10.5 Cross-Architecture Satellite Booting
Cross-architecture satellite booting permits VAX boot nodes to provide boot service to Alpha satellites and Alpha boot nodes to provide boot service to VAX satellites. For some OpenVMS Cluster configurations, cross-architecture boot support can simplify day-to-day system operation and reduce the complexity of managing OpenVMS Cluster that include both VAX and Alpha systems.

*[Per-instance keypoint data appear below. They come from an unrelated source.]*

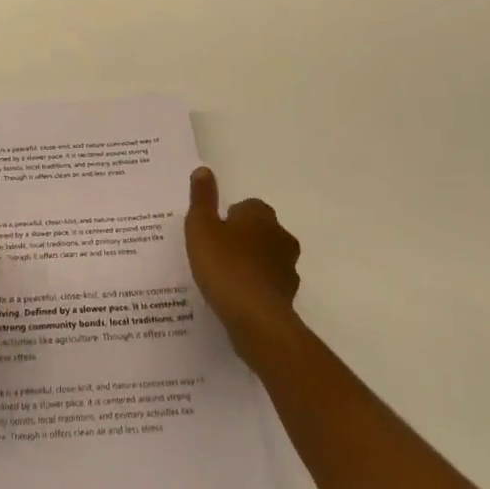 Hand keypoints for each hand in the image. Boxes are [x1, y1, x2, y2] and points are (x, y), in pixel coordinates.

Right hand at [185, 167, 300, 357]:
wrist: (255, 318)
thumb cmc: (224, 265)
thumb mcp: (201, 226)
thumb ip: (202, 198)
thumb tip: (203, 170)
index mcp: (260, 215)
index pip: (247, 206)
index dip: (229, 218)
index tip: (213, 233)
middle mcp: (280, 235)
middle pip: (259, 230)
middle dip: (243, 238)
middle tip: (217, 253)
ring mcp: (288, 267)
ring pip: (267, 257)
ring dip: (251, 263)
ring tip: (225, 278)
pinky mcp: (289, 295)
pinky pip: (269, 284)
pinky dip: (256, 287)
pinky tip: (237, 299)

Note: Compaq will continue to provide
cross-architecture boot support while it is technically feasible. This
support may be removed in future releases of the OpenVMS operating
10.5.1 Sample Configurations
The sample configurations that follow show how you might configure an OpenVMS Cluster to include both Alpha and VAX boot nodes and satellite nodes. Note that each architecture must include a system disk that is used for installations and upgrades.
Caution: The OpenVMS operating system and layered product installations and upgrades cannot be performed across architectures. For example, OpenVMS Alpha software installations and upgrades must be performed using an Alpha system. When configuring OpenVMS Cluster systems that use the cross-architecture booting feature, configure at least one system of each architecture with a disk that can be used for installations and upgrades. In the configurations shown in Figure 10-1 and Figure 10-2, one of the workstations has been configured with a local disk for this purpose.
In Figure 10-1, several Alpha workstations have been added to an existing VAXcluster configuration that contains two VAX boot nodes based on the DSSI interconnect and several VAX workstations. For high availability, the Alpha system disk is located on the DSSI for access by multiple boot servers.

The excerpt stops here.